Exercise instructions —
Set down all of the lines below exactly as they are given.

# # # #

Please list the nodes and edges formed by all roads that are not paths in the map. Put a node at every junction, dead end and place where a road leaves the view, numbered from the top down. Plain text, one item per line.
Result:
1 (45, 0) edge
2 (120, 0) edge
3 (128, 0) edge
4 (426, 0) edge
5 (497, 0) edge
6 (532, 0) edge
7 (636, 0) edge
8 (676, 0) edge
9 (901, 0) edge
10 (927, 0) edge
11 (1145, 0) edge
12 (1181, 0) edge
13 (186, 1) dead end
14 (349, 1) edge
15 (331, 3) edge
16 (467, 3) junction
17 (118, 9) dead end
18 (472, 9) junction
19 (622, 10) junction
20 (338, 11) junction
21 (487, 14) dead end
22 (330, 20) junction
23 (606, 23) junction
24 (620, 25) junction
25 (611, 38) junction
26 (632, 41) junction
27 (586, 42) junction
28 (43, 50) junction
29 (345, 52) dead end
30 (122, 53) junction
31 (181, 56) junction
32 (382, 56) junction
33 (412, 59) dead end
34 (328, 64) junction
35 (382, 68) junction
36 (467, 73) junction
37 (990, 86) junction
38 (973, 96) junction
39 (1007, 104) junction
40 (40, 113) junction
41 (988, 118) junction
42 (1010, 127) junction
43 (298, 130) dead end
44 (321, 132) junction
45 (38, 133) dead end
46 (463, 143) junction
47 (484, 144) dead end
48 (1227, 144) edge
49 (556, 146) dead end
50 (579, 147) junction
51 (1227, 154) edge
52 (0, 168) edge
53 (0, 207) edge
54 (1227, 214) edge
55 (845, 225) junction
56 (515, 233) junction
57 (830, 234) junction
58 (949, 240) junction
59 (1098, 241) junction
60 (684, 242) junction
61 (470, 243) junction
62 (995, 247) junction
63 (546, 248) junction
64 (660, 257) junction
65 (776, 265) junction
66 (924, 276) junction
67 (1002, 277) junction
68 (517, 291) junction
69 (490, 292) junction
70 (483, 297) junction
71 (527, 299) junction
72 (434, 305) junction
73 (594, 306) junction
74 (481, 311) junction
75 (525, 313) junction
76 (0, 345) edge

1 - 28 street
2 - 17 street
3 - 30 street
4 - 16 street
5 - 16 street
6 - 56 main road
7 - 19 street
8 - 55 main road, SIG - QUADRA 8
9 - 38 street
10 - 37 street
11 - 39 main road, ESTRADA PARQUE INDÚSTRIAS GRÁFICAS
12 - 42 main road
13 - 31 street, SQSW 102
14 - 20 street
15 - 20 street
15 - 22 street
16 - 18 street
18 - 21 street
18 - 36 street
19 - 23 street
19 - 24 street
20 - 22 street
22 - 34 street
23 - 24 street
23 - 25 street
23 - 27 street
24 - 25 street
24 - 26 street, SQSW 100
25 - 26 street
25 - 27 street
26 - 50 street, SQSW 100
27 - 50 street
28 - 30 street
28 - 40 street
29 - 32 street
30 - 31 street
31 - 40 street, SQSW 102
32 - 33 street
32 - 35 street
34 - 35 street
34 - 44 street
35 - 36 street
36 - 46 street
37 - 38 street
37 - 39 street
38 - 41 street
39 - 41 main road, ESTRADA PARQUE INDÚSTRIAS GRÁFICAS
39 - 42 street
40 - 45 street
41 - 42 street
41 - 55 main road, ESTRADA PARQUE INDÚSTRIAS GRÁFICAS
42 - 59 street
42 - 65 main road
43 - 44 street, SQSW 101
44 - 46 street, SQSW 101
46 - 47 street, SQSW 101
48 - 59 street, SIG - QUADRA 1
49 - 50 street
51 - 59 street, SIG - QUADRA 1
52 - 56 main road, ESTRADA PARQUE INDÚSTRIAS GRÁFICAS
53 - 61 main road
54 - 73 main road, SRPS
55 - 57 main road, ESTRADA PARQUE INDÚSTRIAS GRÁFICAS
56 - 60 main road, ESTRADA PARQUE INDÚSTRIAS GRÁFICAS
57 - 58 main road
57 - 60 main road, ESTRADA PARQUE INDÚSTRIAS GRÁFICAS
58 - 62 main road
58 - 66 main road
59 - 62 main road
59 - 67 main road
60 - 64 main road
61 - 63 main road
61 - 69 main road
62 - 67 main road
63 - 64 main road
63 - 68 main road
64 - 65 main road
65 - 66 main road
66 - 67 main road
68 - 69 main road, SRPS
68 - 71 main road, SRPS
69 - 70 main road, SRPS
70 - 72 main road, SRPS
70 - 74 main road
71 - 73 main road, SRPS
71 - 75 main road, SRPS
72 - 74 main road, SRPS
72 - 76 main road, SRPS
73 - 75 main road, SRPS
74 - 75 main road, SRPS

# # # #

Exercise solution —
Please list the nodes and edges formed by all roads that are not paths in the map. Put a node at every junction, dead end and place where a road leaves the view, numbered from the top down. Plain text, one item per line.
Result:
1 (45, 0) edge
2 (120, 0) edge
3 (128, 0) edge
4 (426, 0) edge
5 (497, 0) edge
6 (532, 0) edge
7 (636, 0) edge
8 (676, 0) edge
9 (901, 0) edge
10 (927, 0) edge
11 (1145, 0) edge
12 (1181, 0) edge
13 (186, 1) dead end
14 (349, 1) edge
15 (331, 3) edge
16 (467, 3) junction
17 (118, 9) dead end
18 (472, 9) junction
19 (622, 10) junction
20 (338, 11) junction
21 (487, 14) dead end
22 (330, 20) junction
23 (606, 23) junction
24 (620, 25) junction
25 (611, 38) junction
26 (632, 41) junction
27 (586, 42) junction
28 (43, 50) junction
29 (345, 52) dead end
30 (122, 53) junction
31 (181, 56) junction
32 (382, 56) junction
33 (412, 59) dead end
34 (328, 64) junction
35 (382, 68) junction
36 (467, 73) junction
37 (990, 86) junction
38 (973, 96) junction
39 (1007, 104) junction
40 (40, 113) junction
41 (988, 118) junction
42 (1010, 127) junction
43 (298, 130) dead end
44 (321, 132) junction
45 (38, 133) dead end
46 (463, 143) junction
47 (484, 144) dead end
48 (1227, 144) edge
49 (556, 146) dead end
50 (579, 147) junction
51 (1227, 154) edge
52 (0, 168) edge
53 (0, 207) edge
54 (1227, 214) edge
55 (845, 225) junction
56 (515, 233) junction
57 (830, 234) junction
58 (949, 240) junction
59 (1098, 241) junction
60 (684, 242) junction
61 (470, 243) junction
62 (995, 247) junction
63 (546, 248) junction
64 (660, 257) junction
65 (776, 265) junction
66 (924, 276) junction
67 (1002, 277) junction
68 (517, 291) junction
69 (490, 292) junction
70 (483, 297) junction
71 (527, 299) junction
72 (434, 305) junction
73 (594, 306) junction
74 (481, 311) junction
75 (525, 313) junction
76 (0, 345) edge

1 - 28 street
2 - 17 street
3 - 30 street
4 - 16 street
5 - 16 street
6 - 56 main road
7 - 19 street
8 - 55 main road, SIG - QUADRA 8
9 - 38 street
10 - 37 street
11 - 39 main road, ESTRADA PARQUE INDÚSTRIAS GRÁFICAS
12 - 42 main road
13 - 31 street, SQSW 102
14 - 20 street
15 - 20 street
15 - 22 street
16 - 18 street
18 - 21 street
18 - 36 street
19 - 23 street
19 - 24 street
20 - 22 street
22 - 34 street
23 - 24 street
23 - 25 street
23 - 27 street
24 - 25 street
24 - 26 street, SQSW 100
25 - 26 street
25 - 27 street
26 - 50 street, SQSW 100
27 - 50 street
28 - 30 street
28 - 40 street
29 - 32 street
30 - 31 street
31 - 40 street, SQSW 102
32 - 33 street
32 - 35 street
34 - 35 street
34 - 44 street
35 - 36 street
36 - 46 street
37 - 38 street
37 - 39 street
38 - 41 street
39 - 41 main road, ESTRADA PARQUE INDÚSTRIAS GRÁFICAS
39 - 42 street
40 - 45 street
41 - 42 street
41 - 55 main road, ESTRADA PARQUE INDÚSTRIAS GRÁFICAS
42 - 59 street
42 - 65 main road
43 - 44 street, SQSW 101
44 - 46 street, SQSW 101
46 - 47 street, SQSW 101
48 - 59 street, SIG - QUADRA 1
49 - 50 street
51 - 59 street, SIG - QUADRA 1
52 - 56 main road, ESTRADA PARQUE INDÚSTRIAS GRÁFICAS
53 - 61 main road
54 - 73 main road, SRPS
55 - 57 main road, ESTRADA PARQUE INDÚSTRIAS GRÁFICAS
56 - 60 main road, ESTRADA PARQUE INDÚSTRIAS GRÁFICAS
57 - 58 main road
57 - 60 main road, ESTRADA PARQUE INDÚSTRIAS GRÁFICAS
58 - 62 main road
58 - 66 main road
59 - 62 main road
59 - 67 main road
60 - 64 main road
61 - 63 main road
61 - 69 main road
62 - 67 main road
63 - 64 main road
63 - 68 main road
64 - 65 main road
65 - 66 main road
66 - 67 main road
68 - 69 main road, SRPS
68 - 71 main road, SRPS
69 - 70 main road, SRPS
70 - 72 main road, SRPS
70 - 74 main road
71 - 73 main road, SRPS
71 - 75 main road, SRPS
72 - 74 main road, SRPS
72 - 76 main road, SRPS
73 - 75 main road, SRPS
74 - 75 main road, SRPS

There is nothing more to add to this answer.